[Saved entries]
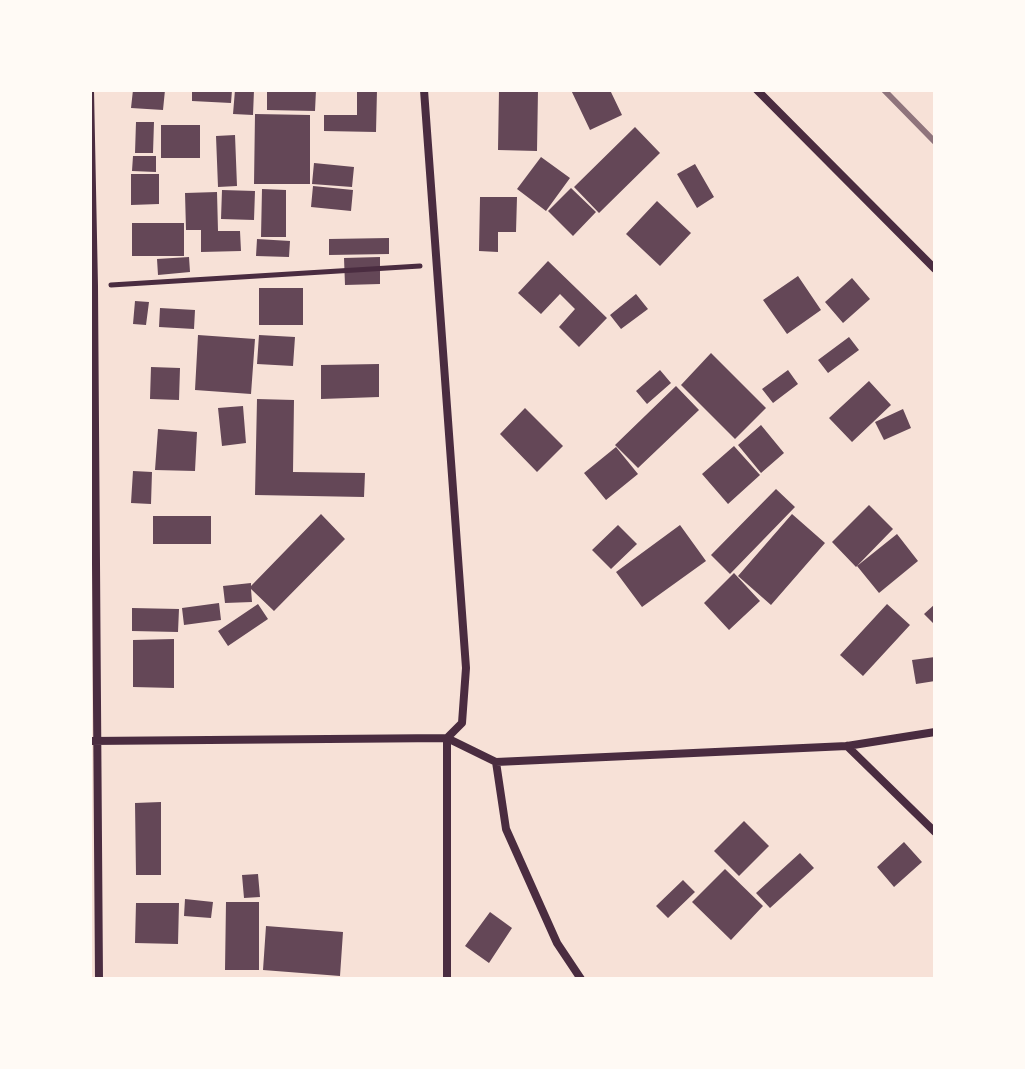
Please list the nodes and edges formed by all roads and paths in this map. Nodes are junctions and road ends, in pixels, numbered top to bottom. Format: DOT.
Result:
graph roads {
  1 [pos="90,90"];
  2 [pos="424,90"];
  3 [pos="757,90"];
  4 [pos="438,265"];
  5 [pos="935,269"];
  6 [pos="94,286"];
  7 [pos="935,732"];
  8 [pos="447,738"];
  9 [pos="94,742"];
  10 [pos="847,746"];
  11 [pos="496,762"];
  12 [pos="935,832"];
  13 [pos="99,979"];
  14 [pos="447,979"];
  15 [pos="581,979"];
  1 -- 6 [label="street"];
  2 -- 4 [label="street"];
  3 -- 5 [label="street"];
  4 -- 6 [label="path"];
  4 -- 8 [label="street"];
  6 -- 9 [label="street"];
  7 -- 10 [label="street"];
  8 -- 9 [label="street"];
  8 -- 11 [label="street"];
  8 -- 14 [label="street"];
  9 -- 13 [label="street"];
  10 -- 11 [label="street"];
  10 -- 12 [label="street"];
  11 -- 15 [label="street"];
}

Work order:
Reproduce each entry above word for word. Pictures are not part of the copy.

Result:
Please list the nodes and edges formed by all roads and paths in this map. Nodes are junctions and road ends, in pixels, numbered top to bottom. Format: DOT.
Result:
graph roads {
  1 [pos="90,90"];
  2 [pos="424,90"];
  3 [pos="757,90"];
  4 [pos="438,265"];
  5 [pos="935,269"];
  6 [pos="94,286"];
  7 [pos="935,732"];
  8 [pos="447,738"];
  9 [pos="94,742"];
  10 [pos="847,746"];
  11 [pos="496,762"];
  12 [pos="935,832"];
  13 [pos="99,979"];
  14 [pos="447,979"];
  15 [pos="581,979"];
  1 -- 6 [label="street"];
  2 -- 4 [label="street"];
  3 -- 5 [label="street"];
  4 -- 6 [label="path"];
  4 -- 8 [label="street"];
  6 -- 9 [label="street"];
  7 -- 10 [label="street"];
  8 -- 9 [label="street"];
  8 -- 11 [label="street"];
  8 -- 14 [label="street"];
  9 -- 13 [label="street"];
  10 -- 11 [label="street"];
  10 -- 12 [label="street"];
  11 -- 15 [label="street"];
}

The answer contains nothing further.